§ **Requirement**
Give back every record that follows, exactly as written.

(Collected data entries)
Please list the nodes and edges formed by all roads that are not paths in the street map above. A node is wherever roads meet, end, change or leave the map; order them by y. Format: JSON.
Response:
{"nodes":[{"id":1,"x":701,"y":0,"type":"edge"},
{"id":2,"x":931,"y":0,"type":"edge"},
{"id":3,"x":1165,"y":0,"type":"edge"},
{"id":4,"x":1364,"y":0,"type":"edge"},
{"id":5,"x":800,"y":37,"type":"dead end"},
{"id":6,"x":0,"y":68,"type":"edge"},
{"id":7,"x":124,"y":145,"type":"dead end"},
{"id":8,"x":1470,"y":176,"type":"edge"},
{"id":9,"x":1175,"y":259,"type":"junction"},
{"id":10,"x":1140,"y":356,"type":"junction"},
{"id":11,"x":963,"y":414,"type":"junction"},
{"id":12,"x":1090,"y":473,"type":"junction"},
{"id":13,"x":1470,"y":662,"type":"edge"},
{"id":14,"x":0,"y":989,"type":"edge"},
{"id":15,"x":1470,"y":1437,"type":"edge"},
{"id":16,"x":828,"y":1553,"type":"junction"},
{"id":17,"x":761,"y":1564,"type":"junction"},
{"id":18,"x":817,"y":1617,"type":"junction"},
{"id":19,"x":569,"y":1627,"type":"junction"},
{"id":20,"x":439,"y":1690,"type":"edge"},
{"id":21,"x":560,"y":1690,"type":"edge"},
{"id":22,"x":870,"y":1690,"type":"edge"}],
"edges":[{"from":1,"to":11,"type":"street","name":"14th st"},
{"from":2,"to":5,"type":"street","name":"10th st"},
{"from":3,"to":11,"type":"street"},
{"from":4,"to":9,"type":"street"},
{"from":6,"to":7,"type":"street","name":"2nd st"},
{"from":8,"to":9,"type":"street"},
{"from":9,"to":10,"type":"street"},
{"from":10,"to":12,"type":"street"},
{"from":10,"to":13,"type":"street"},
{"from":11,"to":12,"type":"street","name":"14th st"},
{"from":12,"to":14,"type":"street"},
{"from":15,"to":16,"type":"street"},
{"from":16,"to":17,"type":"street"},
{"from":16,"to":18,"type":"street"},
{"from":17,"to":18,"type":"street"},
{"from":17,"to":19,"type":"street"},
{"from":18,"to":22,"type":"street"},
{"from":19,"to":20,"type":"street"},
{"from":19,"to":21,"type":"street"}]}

§ **Answer space**
Please list the nodes and edges formed by all roads that are not paths in the street map above. A node is wherever roads meet, end, change or leave the map; order them by y. Format: JSON.
Response:
{"nodes":[{"id":1,"x":701,"y":0,"type":"edge"},
{"id":2,"x":931,"y":0,"type":"edge"},
{"id":3,"x":1165,"y":0,"type":"edge"},
{"id":4,"x":1364,"y":0,"type":"edge"},
{"id":5,"x":800,"y":37,"type":"dead end"},
{"id":6,"x":0,"y":68,"type":"edge"},
{"id":7,"x":124,"y":145,"type":"dead end"},
{"id":8,"x":1470,"y":176,"type":"edge"},
{"id":9,"x":1175,"y":259,"type":"junction"},
{"id":10,"x":1140,"y":356,"type":"junction"},
{"id":11,"x":963,"y":414,"type":"junction"},
{"id":12,"x":1090,"y":473,"type":"junction"},
{"id":13,"x":1470,"y":662,"type":"edge"},
{"id":14,"x":0,"y":989,"type":"edge"},
{"id":15,"x":1470,"y":1437,"type":"edge"},
{"id":16,"x":828,"y":1553,"type":"junction"},
{"id":17,"x":761,"y":1564,"type":"junction"},
{"id":18,"x":817,"y":1617,"type":"junction"},
{"id":19,"x":569,"y":1627,"type":"junction"},
{"id":20,"x":439,"y":1690,"type":"edge"},
{"id":21,"x":560,"y":1690,"type":"edge"},
{"id":22,"x":870,"y":1690,"type":"edge"}],
"edges":[{"from":1,"to":11,"type":"street","name":"14th st"},
{"from":2,"to":5,"type":"street","name":"10th st"},
{"from":3,"to":11,"type":"street"},
{"from":4,"to":9,"type":"street"},
{"from":6,"to":7,"type":"street","name":"2nd st"},
{"from":8,"to":9,"type":"street"},
{"from":9,"to":10,"type":"street"},
{"from":10,"to":12,"type":"street"},
{"from":10,"to":13,"type":"street"},
{"from":11,"to":12,"type":"street","name":"14th st"},
{"from":12,"to":14,"type":"street"},
{"from":15,"to":16,"type":"street"},
{"from":16,"to":17,"type":"street"},
{"from":16,"to":18,"type":"street"},
{"from":17,"to":18,"type":"street"},
{"from":17,"to":19,"type":"street"},
{"from":18,"to":22,"type":"street"},
{"from":19,"to":20,"type":"street"},
{"from":19,"to":21,"type":"street"}]}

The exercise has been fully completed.